◆ Work task
Search the entries below for the line containing "ring dip: (936, 682)"; from there to the end, return every line exactly and add nothing.

*** Available data ***

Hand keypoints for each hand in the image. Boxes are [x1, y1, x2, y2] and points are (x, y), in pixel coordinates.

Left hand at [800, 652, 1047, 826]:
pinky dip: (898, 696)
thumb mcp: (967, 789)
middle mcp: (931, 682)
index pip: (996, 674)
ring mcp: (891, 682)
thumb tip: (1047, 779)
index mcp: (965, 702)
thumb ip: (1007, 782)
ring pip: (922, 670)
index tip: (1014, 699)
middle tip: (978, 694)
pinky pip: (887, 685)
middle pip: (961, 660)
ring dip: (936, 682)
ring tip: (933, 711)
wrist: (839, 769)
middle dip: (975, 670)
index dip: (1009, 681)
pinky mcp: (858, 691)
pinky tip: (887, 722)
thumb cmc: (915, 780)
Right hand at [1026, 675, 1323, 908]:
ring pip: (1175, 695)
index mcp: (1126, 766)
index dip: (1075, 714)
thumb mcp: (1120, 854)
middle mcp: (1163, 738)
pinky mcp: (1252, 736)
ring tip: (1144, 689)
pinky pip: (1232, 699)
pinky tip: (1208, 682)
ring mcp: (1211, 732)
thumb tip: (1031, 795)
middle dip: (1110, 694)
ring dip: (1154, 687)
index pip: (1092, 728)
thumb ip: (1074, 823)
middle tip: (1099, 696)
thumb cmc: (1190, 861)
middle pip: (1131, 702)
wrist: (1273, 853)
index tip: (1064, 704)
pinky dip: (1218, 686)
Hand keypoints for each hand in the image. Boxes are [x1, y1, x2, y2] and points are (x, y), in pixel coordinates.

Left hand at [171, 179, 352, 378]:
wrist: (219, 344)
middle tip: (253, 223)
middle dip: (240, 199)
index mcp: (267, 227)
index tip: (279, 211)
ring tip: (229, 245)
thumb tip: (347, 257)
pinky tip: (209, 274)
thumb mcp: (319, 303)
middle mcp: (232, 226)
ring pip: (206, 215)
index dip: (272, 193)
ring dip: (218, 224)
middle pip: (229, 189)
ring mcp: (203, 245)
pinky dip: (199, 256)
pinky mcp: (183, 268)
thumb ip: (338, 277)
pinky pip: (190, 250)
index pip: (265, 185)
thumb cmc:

*** End of Available data ***

◆ Expected output
ring dip: (936, 682)
ring tip: (933, 711)
wrist: (839, 769)
middle dip: (975, 670)
index dip: (1009, 681)
pinky mcp: (858, 691)
pinky tip: (887, 722)
thumb cmc: (915, 780)
Right hand at [1026, 675, 1323, 908]:
ring pip: (1175, 695)
index mcp: (1126, 766)
index dip: (1075, 714)
thumb mcp: (1120, 854)
middle mcp: (1163, 738)
pinky mcp: (1252, 736)
ring tip: (1144, 689)
pinky pip: (1232, 699)
pinky tip: (1208, 682)
ring mcp: (1211, 732)
thumb tip: (1031, 795)
middle dip: (1110, 694)
ring dip: (1154, 687)
index pip: (1092, 728)
thumb ip: (1074, 823)
middle tip: (1099, 696)
thumb cmc: (1190, 861)
middle pip: (1131, 702)
wrist: (1273, 853)
index tip: (1064, 704)
pinky dip: (1218, 686)
Hand keypoints for each hand in the image. Boxes are [x1, y1, x2, y2] and points are (x, y), in pixel coordinates.

Left hand at [171, 179, 352, 378]:
wrist: (219, 344)
middle tip: (253, 223)
middle dip: (240, 199)
index mcp: (267, 227)
index tip: (279, 211)
ring tip: (229, 245)
thumb tip: (347, 257)
pinky tip: (209, 274)
thumb mcp: (319, 303)
middle mcp: (232, 226)
ring pip: (206, 215)
index dip: (272, 193)
ring dip: (218, 224)
middle pip: (229, 189)
ring mcp: (203, 245)
pinky dip: (199, 256)
pinky mcp: (183, 268)
thumb ip: (338, 277)
pinky pip: (190, 250)
index pip: (265, 185)
thumb cmc:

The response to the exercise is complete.